President Trump’s style as a businessman was to have a small, totally loyal, inner circle that carried out his decisions.  By all accounts describing his style, President Trump is not much for details and makes decisions by using his “gut instincts.”  His close inner circle then carries on and implements what they understand to be his intent.  This may work in a real estate business, but it does not work well in an undertaking as large as the United States government, especially when the current inner circle takes great pride in stating that they have no experience.  When they also refuse, or limit, the input from those that do have knowledge and expertise, something is brewing.  It is either a disaster waiting to happen, or something more sinister, such as a drift towards centralized, autocratic control of the nation.

When all of the pieces of the puzzle are together — and there are more including Mr. Bannon’s view of the world, his declaration to “dismantle the administrative state,” blaming “the deep state” for the failures of their policies, lashing out at the judiciary, claiming  that former President Obama is running a shadow government with the aim of stopping the Trump administration, among others — it paints a troubling picture.

At first I thought that maybe they were just experiencing growing pains, not unusual for a new administration.  Then I thought that maybe the staff was just trying to deal with a loose cannon in President Trump — which could be dangerous, but the experienced hands would eventually bring him back to reality.  Now I am beginning to see that it is actually a plan.  What I have not decided upon is whether President Trump is the visionary using his staff, or whether Mr. Bannon is the visionary using the president to fulfill his own view of re-ordering the world.

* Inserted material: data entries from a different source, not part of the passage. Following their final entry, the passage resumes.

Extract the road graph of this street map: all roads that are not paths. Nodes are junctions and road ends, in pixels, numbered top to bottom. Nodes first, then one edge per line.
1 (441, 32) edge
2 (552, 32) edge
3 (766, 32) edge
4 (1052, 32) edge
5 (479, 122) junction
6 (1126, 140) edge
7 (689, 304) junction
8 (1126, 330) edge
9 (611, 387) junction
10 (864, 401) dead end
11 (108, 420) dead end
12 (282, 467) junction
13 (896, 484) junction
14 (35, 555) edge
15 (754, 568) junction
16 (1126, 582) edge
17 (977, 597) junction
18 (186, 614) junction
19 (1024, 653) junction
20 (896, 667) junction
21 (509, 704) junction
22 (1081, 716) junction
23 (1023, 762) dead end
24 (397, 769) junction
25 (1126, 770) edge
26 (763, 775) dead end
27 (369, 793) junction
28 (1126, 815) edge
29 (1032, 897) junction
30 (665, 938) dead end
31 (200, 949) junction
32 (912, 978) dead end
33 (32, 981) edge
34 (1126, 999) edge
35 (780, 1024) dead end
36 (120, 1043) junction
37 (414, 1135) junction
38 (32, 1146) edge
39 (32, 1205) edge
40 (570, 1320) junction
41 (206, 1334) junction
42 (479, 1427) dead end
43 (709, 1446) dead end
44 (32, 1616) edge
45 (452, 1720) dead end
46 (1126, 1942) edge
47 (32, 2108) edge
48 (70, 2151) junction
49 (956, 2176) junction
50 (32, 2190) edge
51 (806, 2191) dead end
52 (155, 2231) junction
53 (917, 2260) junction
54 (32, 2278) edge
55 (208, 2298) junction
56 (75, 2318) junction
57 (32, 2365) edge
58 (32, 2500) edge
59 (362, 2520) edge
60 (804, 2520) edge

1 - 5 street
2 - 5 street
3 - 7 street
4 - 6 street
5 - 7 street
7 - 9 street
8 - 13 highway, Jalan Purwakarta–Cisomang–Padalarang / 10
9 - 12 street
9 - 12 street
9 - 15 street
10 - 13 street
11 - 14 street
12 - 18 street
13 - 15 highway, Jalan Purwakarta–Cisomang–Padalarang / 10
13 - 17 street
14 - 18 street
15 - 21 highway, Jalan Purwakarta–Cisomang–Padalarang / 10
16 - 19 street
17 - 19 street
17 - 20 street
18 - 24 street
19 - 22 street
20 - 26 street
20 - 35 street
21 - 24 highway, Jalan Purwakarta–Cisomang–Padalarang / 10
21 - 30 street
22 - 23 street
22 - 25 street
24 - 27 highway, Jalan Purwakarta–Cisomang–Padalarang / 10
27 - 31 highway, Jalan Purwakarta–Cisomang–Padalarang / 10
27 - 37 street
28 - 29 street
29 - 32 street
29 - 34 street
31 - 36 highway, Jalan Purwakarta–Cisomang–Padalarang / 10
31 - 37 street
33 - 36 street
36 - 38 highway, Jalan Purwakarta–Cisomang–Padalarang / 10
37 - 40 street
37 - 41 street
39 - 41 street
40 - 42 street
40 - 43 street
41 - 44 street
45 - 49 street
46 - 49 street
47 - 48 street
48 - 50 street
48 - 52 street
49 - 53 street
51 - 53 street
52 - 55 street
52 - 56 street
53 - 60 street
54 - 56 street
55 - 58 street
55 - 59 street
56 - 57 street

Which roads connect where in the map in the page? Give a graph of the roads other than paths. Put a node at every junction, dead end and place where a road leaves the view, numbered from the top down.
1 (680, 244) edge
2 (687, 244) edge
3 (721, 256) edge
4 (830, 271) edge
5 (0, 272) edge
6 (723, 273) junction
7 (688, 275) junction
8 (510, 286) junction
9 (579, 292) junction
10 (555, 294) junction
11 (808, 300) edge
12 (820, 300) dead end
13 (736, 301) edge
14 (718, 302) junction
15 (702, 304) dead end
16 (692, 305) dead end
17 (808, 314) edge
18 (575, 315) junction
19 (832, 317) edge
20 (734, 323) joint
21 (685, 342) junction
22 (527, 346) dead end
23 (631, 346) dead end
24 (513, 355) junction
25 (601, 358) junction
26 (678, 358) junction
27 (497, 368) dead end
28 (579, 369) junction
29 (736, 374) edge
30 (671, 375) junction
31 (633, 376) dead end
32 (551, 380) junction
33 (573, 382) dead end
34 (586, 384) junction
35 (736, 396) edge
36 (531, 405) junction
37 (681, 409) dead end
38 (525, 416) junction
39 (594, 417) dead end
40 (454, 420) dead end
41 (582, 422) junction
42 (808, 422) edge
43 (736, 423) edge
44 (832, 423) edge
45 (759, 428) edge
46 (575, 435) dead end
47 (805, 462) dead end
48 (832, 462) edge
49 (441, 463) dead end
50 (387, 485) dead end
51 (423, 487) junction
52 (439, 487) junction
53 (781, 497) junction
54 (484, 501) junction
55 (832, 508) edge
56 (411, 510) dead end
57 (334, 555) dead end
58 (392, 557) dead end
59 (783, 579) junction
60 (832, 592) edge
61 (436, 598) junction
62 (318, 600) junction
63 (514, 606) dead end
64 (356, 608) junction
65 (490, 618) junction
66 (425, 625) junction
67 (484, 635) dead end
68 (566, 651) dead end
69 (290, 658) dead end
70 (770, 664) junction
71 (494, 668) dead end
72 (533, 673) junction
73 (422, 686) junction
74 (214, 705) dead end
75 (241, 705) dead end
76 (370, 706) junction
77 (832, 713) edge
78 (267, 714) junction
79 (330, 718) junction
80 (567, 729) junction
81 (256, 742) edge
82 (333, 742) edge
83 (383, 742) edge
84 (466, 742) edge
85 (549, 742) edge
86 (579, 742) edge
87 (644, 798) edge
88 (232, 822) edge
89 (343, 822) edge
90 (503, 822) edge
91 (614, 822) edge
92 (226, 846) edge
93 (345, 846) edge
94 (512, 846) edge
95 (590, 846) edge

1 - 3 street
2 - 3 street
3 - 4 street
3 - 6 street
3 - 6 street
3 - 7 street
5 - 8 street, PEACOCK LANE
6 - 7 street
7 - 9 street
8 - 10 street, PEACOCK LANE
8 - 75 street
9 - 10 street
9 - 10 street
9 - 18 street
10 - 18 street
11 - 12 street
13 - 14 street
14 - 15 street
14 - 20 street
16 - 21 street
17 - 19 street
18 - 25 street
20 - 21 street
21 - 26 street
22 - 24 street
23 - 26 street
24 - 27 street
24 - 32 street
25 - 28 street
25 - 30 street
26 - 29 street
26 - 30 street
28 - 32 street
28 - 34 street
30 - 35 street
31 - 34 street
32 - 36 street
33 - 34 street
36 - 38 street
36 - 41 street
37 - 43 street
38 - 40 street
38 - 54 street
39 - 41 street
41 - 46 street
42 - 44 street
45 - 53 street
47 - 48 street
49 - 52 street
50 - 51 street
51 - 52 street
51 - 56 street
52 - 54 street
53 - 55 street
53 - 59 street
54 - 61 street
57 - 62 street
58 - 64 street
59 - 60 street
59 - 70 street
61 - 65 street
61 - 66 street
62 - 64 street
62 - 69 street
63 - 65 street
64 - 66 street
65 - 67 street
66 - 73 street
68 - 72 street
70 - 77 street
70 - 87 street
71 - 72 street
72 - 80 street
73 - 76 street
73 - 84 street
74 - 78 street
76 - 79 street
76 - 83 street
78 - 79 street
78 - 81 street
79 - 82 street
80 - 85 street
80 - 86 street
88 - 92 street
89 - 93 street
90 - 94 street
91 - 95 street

I absolutely have not given up on the ship of state being righted and put back on a steady course. There are positive signs such as the Congress (after only about 8 months!) investigating the impact of Russian meddling on our national election.  Equally soothing is that more and more Representatives and Senators, of both parties, have nicely said that the president lied when he stated that President Obama had Trump Towers and the campaign “wire tapped.”  The judicial system is working to check the executive over reach of some of the president’s Executive Orders.  The system is working as intended, even if in fits and starts. It remains incumbent on all Americans to keep our eyes wide open and call “foul” when appropriate. Likewise, we need to give credit where it is due.  All is not lost, not even close, but I still worry.  If we see this seeming chaos from self-inflicted crises within the White House, one wonders what will happen when a real crisis erupts.  History teaches us that one eventually will come along.  And probably sooner than later.

When it happens, that will be the true test of this administration.  My nightmare scenario is given the chaos and attempts to undermine anything that runs counter to White House wishes now, while in a period of relative calm with a strong economy and no direct existential threats to our well-being, what will happen in a major crisis?  Will the administration draw upon the many talented and experienced resources our nation and our government has to solve the problem or will they draw even more inward in an attempt to use the crisis to consolidate more power and move further towards autocracy?

I have no crystal ball and have no idea how things will unfold.  The signs thus far leave me greatly troubled about the future of our great nation, more so than at any point in my life.